It is important to know here that the vertical perspective can be learned. Many extremely competent explorers, navigators, and others for whom an accurate sense of location-distance-direction was crucial, began as people dependent upon visual landmarks but learned how to use both instruments and their own senses to locate themselves and other places within the framework of the three-dimensional coordinate system of latitude and longitude and elevation. William Clark, who almost always knew where he was and was a superb maker of maps, was probably one of those people for whom the vertical view of the world came naturally. Clark's use of astronomical instruments to identify precisely his geographic location (latitude and longitude) was verifying what he already intuitively understood when he was in the field. In traveling across the landscape of the real world between the Mississippi and the Pacific, Clark constructed his mental maps before his actual maps.
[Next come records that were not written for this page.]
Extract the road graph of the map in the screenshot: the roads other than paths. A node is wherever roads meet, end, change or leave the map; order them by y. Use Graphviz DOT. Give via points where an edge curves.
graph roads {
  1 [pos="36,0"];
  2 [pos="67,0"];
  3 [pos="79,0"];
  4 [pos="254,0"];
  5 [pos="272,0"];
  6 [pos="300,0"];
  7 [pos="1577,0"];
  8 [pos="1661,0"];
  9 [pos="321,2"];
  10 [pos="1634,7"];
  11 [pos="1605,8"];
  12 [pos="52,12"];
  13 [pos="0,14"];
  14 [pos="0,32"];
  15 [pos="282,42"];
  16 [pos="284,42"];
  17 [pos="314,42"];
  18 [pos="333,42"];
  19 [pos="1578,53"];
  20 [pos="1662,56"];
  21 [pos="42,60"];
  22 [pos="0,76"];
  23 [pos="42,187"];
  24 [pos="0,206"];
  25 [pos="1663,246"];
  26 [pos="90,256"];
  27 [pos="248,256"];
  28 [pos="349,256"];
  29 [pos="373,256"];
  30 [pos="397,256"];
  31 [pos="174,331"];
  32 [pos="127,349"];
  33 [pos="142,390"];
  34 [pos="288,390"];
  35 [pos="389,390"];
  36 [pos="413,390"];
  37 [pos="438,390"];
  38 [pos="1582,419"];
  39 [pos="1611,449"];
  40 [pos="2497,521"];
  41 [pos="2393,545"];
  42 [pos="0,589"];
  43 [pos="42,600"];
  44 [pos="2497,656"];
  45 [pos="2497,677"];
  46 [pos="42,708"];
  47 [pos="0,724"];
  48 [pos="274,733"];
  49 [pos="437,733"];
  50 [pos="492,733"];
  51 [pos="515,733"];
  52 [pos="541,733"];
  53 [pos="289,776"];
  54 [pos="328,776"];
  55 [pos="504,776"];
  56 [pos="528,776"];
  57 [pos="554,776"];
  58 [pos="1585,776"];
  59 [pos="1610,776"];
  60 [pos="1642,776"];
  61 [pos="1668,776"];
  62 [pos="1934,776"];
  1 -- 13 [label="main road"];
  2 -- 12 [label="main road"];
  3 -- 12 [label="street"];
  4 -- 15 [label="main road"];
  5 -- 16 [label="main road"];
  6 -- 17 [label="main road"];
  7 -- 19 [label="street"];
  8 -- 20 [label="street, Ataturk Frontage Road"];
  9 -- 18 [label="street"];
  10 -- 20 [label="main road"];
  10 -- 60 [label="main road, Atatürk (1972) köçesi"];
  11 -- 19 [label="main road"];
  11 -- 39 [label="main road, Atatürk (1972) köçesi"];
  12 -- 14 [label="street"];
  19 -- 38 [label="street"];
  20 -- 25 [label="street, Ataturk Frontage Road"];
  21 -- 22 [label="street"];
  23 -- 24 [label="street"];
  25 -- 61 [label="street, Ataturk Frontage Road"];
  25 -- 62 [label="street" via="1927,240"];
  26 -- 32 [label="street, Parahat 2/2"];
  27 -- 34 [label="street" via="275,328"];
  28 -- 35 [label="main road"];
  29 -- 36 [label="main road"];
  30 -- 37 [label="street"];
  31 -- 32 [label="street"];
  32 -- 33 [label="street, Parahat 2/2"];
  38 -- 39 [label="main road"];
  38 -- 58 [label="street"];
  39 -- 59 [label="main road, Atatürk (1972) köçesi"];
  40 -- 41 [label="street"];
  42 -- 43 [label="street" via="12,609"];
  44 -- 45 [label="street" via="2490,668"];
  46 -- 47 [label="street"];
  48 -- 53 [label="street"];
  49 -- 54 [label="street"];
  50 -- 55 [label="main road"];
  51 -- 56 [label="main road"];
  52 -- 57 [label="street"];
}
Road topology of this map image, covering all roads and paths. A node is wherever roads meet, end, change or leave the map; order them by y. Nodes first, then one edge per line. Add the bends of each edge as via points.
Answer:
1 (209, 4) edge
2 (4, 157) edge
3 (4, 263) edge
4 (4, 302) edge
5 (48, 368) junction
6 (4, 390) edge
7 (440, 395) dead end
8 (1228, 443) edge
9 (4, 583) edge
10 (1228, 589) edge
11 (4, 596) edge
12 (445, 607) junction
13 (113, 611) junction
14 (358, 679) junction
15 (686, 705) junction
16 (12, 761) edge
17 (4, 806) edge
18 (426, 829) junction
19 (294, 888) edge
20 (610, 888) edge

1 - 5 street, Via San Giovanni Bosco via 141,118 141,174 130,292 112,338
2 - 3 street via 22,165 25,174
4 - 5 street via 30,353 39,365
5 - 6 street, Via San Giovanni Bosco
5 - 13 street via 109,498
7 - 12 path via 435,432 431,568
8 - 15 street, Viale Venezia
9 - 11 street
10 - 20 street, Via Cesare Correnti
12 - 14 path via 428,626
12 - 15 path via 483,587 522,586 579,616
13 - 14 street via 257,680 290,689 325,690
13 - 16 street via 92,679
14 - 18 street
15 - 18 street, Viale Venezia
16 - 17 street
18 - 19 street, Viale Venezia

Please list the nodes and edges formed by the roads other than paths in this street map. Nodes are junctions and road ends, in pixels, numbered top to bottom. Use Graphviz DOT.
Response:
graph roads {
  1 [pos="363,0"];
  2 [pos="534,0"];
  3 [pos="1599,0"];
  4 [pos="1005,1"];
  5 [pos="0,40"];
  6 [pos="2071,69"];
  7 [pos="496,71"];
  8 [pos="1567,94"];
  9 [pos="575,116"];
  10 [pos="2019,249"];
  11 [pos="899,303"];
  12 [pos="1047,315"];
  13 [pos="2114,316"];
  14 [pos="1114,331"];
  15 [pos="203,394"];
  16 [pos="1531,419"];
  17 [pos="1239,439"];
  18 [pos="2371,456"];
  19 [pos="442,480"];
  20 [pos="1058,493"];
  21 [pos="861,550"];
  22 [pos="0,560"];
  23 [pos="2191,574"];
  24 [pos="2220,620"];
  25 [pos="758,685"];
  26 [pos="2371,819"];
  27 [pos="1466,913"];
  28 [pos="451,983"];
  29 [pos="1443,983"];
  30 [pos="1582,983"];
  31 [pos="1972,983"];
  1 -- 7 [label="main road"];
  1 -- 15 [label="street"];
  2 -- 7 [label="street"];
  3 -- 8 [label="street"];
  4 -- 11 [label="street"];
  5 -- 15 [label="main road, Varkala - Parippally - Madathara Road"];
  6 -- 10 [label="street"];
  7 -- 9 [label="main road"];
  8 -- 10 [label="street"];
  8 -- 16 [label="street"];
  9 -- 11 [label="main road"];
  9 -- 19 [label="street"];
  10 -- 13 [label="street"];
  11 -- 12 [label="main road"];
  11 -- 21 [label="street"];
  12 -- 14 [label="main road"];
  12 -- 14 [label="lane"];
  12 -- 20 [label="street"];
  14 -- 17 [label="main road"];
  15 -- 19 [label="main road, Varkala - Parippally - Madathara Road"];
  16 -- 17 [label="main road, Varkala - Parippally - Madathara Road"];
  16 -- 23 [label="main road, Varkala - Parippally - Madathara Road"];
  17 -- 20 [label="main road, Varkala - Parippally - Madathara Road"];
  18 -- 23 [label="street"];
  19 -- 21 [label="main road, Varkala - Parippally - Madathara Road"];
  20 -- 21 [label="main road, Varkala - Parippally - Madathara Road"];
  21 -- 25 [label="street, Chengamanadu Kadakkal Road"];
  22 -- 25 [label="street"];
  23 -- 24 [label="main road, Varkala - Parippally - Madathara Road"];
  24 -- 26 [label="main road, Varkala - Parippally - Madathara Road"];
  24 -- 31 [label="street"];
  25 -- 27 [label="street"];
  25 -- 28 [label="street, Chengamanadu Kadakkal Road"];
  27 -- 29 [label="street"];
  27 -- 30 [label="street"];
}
He looked both forward and backward, recognizing both sides of landmarks viewed from only one angle, and fitting everything into an imaginary grid system before ever putting it down on paper. Meriwether Lewis, no less intelligent and every bit as competent in the field, was just as likely among those people who see the world horizontally. He had to learn to convert his habitual perspective into a vertical one for purposes of navigation and mapmaking. For him, establishing position by instrument was revealing the natural world through scientific measurement.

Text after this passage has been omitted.